Mainly the Megaupload/Megavideo lawyer Ira Rothken in an interview with TorrentFreak[1] stated that the ruling might well be the cause of some serious concerns for other companies in the same sector. The fact that the Italian Court openly contradicted US case-law which allows ISPs to ignore takedown requests which do not contain a specific link, represents a real danger, according to the legal counsel. He goes on in assessing that, again according to the US jurisprudence, the duty to oversee on the use of the contents in a particular platform is upon the copyright holder and not the service provider. In fact, the ISPs have no duty to investigate on what content is infringing and what is not; hence, to ask the service provider to take down some contents only by listing their titles and not some specific redirecting links, is to ask such provider for the impossible. In such an event, Megavideo would have had to scan its databases for titles of videos that contained the same or similar words cited by copyright holders, an extremely inaccurate method of detecting infringing content in his words; in addition, he warns, such an activity would entail for the provider the need to watch the target video and thousands of cloud-stored videos and make ad hoc assessments on infringements vis-à-vis third-party works, fair use and licensed uses to avoid futile removals or copyright lawsuits. ‘This type of secondary infringement rule if allowed to stand arguably violates EU freedom of expression and copyright-related treaties, amongst other things’, he concludes.

However, the Tribunale di Roma actually cited a precedent of the European Court of Justice (ECJ) on the matter, the Google v. Louis Vuitton case[2]: here the Court ruled that article 15(1) of Directive 31/2000 by stating that ‘Member States shall not impose a general obligation on providers, when providing the services covered by Articles 12, 13 and 14, to monitor the information which they transmit or store, nor a general obligation actively to seek facts or circumstances indicating illegal activity’[3] does not preclude some sort of duty of surveillance on the part of the ISP whenever it has been informed of an illegal activity regarding some contents on its platform, as provided by article 14 (1) lett a) of the same Directive. In the cited case in fact, the ECJ ruled that ‘in the case where that service provider has not played an active role of such a kind as to give it knowledge of, or control over, the data stored (...) that service provider cannot be held liable for the data which it has stored at the request of an advertiser, unless, having obtained knowledge of the unlawful nature of those data or of that advertiser’s activities, it failed to act expeditiously to remove or to disable access to the data concerned.’[4]

Still, the most controversial issue at hand is the fact that the takedown requests with which RTI has made Megavideo aware of unauthorised contents being streamed on the platform, do not comply with the US consolidated practice of providing not a mere list of names of contents, rather additional URL links redirecting to the allegedly illegal contents, to render it easier for the ISP to remove or disable access to those.

Whether in the future such judgement may be the cause of some frictions or some concerns to other companies in the sector, as predicted by Megavideo legal counsel, is open to debate; what is clear is that the Tribunale di Roma has taken a strong view in assessing what can be included, and somewhat protected as a hosting activity, and what, instead, has to be lawfully punished according to national law.

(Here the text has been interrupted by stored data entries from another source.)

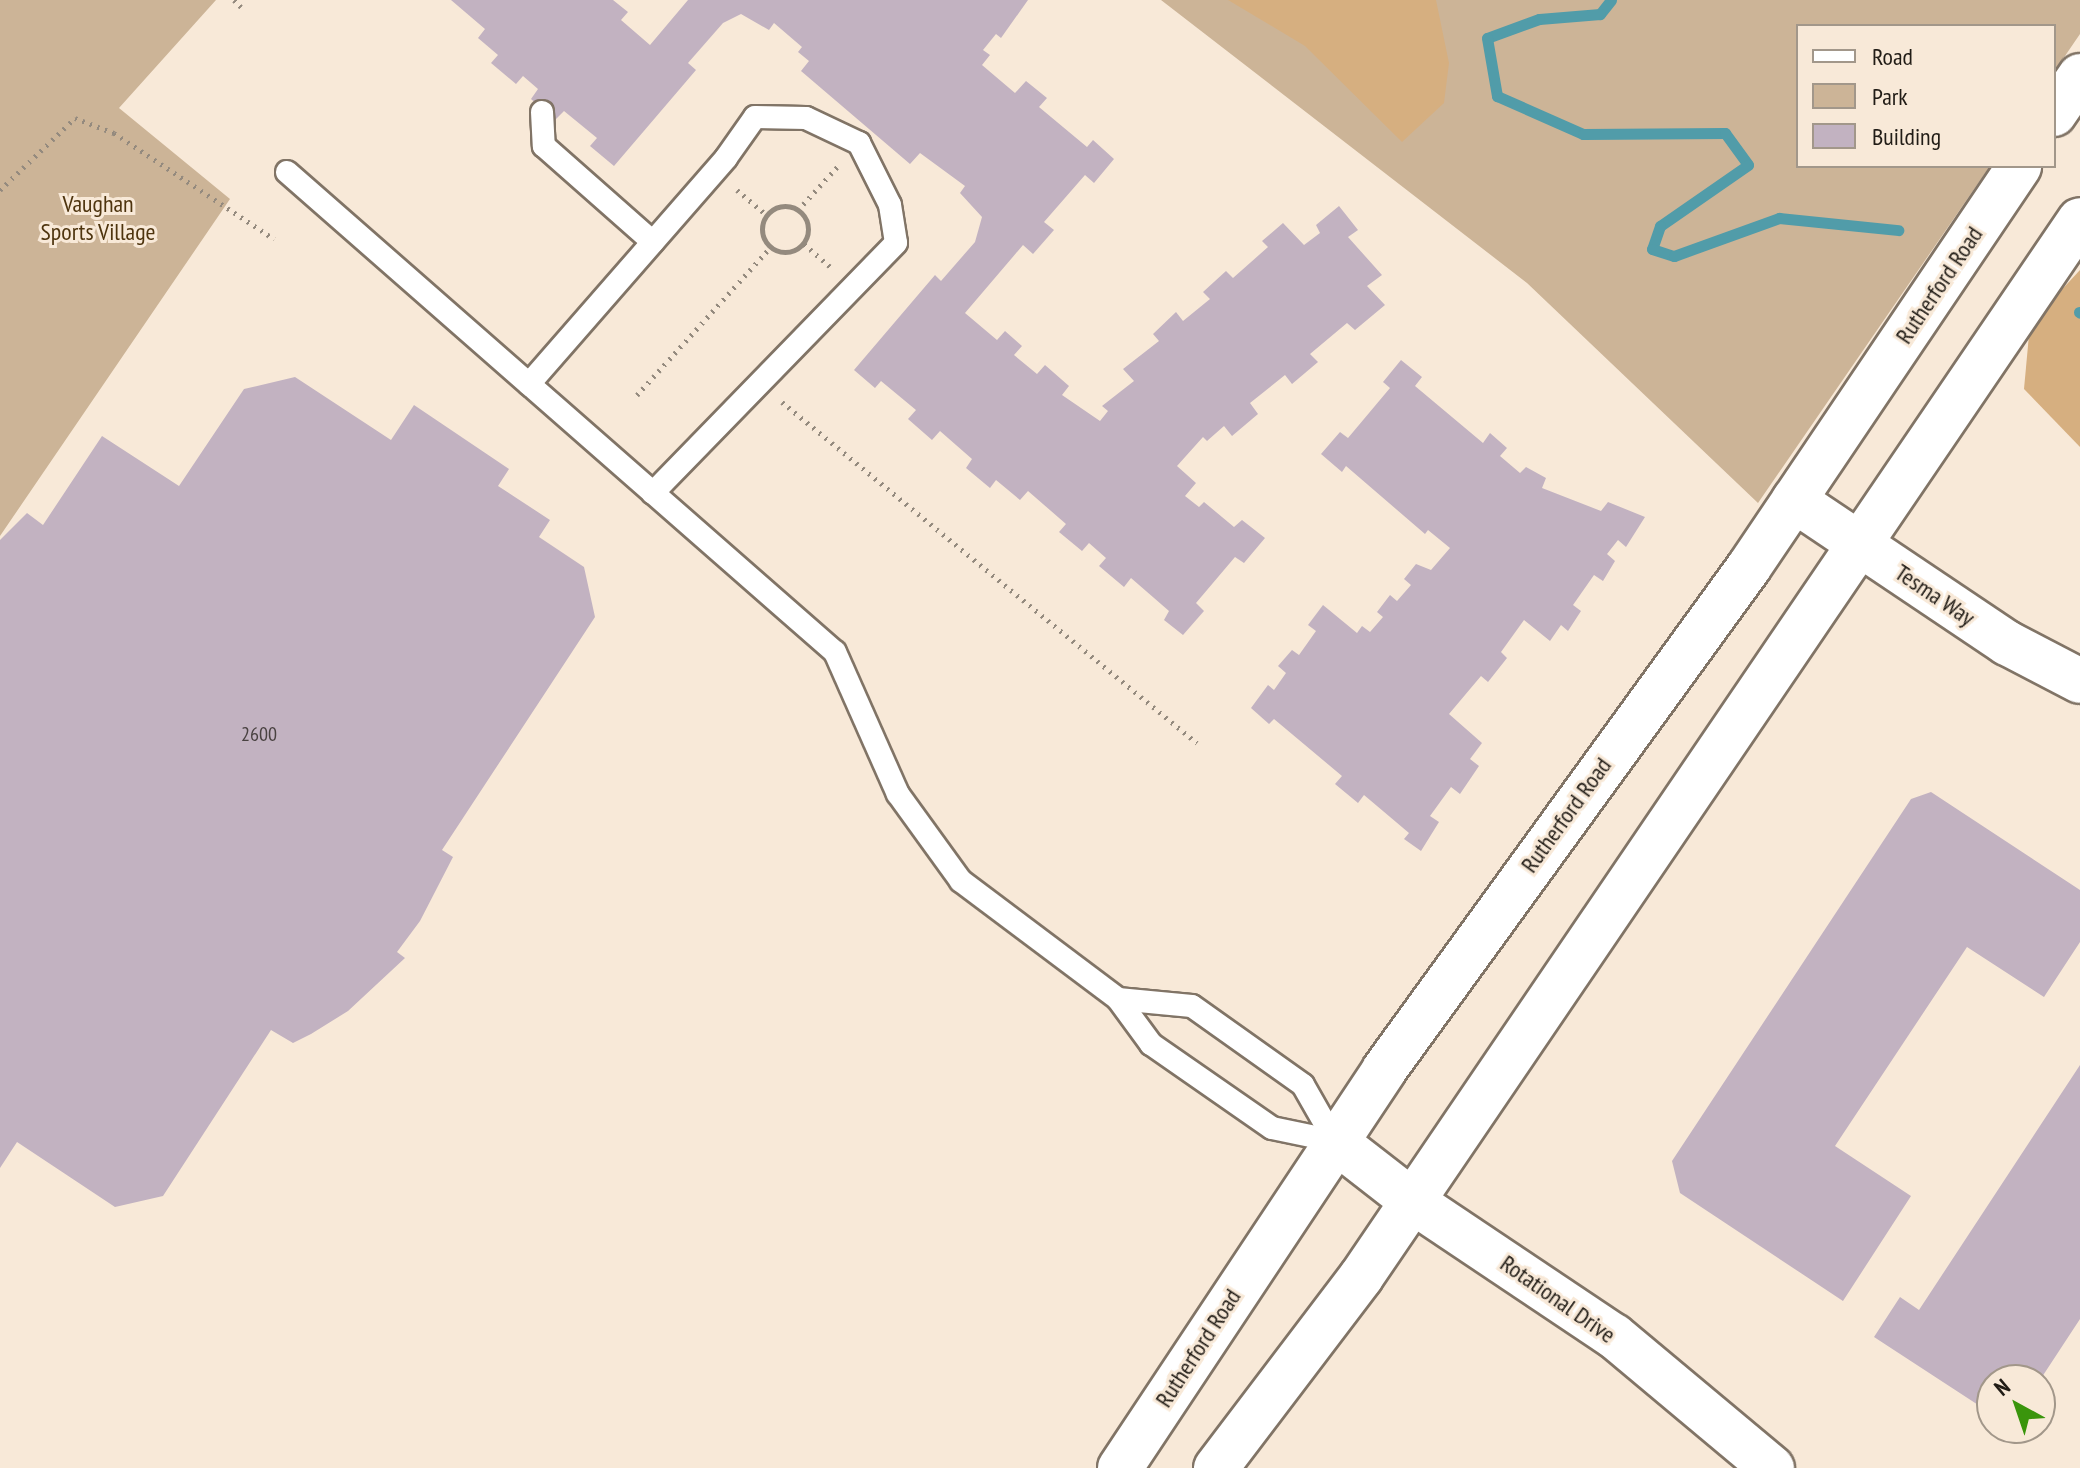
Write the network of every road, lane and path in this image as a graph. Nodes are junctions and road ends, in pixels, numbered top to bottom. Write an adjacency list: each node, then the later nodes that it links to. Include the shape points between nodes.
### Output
1 (234, 0): 2 (path)
2 (241, 7)
3 (2080, 76): 4 (main road)
4 (2056, 111)
5 (542, 112): 15 (lane, via 544,146)
6 (859, 143): 8 (lane, via 806,118 755,117); 11 (path); 17 (lane, via 890,205 896,243)
7 (2018, 168): 21 (main road, Rutherford Road)
8 (714, 171): 12 (path); 15 (lane)
9 (287, 172): 18 (lane)
10 (0, 190): 14 (path, via 75,118 114,133)
11 (798, 210): 12 (path, via 781,206); 16 (path, via 809,226 804,244 788,253)
12 (767, 215): 16 (path, via 762,232)
13 (2080, 220): 22 (main road)
14 (274, 239)
15 (653, 242): 18 (lane)
16 (770, 248): 19 (path)
17 (760, 383): 20 (lane); 24 (path)
18 (529, 384): 20 (lane)
19 (637, 395)
20 (653, 493): 25 (lane, via 835,652 898,794 961,881)
21 (1794, 500): 22 (main road, Tesma Way); 26 (main road, Rutherford Road)
22 (1857, 543): 23 (main road, Tesma Way, via 2007,643); 27 (main road)
23 (2080, 681)
24 (1197, 743)
25 (1118, 999): 26 (lane, via 1151,1044 1272,1128); 26 (lane, via 1192,1006 1303,1085)
26 (1335, 1141): 27 (main road, Rotational Drive); 28 (main road, Rutherford Road)
27 (1412, 1201): 29 (main road); 30 (main road, Rotational Drive, via 1614,1336)
28 (1120, 1468)
29 (1216, 1468)
30 (1772, 1468)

The fact that this reiterated stand taken by the Italian jurisprudence contrasts widely with the US approach may ultimately be the cause of some practical hiccups in the relations between the two States vis-à-vis the hosting activities; however, only the further development of the case law in both States can give an answer to that doubt.

[1]Available at

[2]Joined Cases C-236/08 to C-238/08 Google France SARL and Google Inc. v Louis Vuitton Malletier SA and Others, March 23rd 2010.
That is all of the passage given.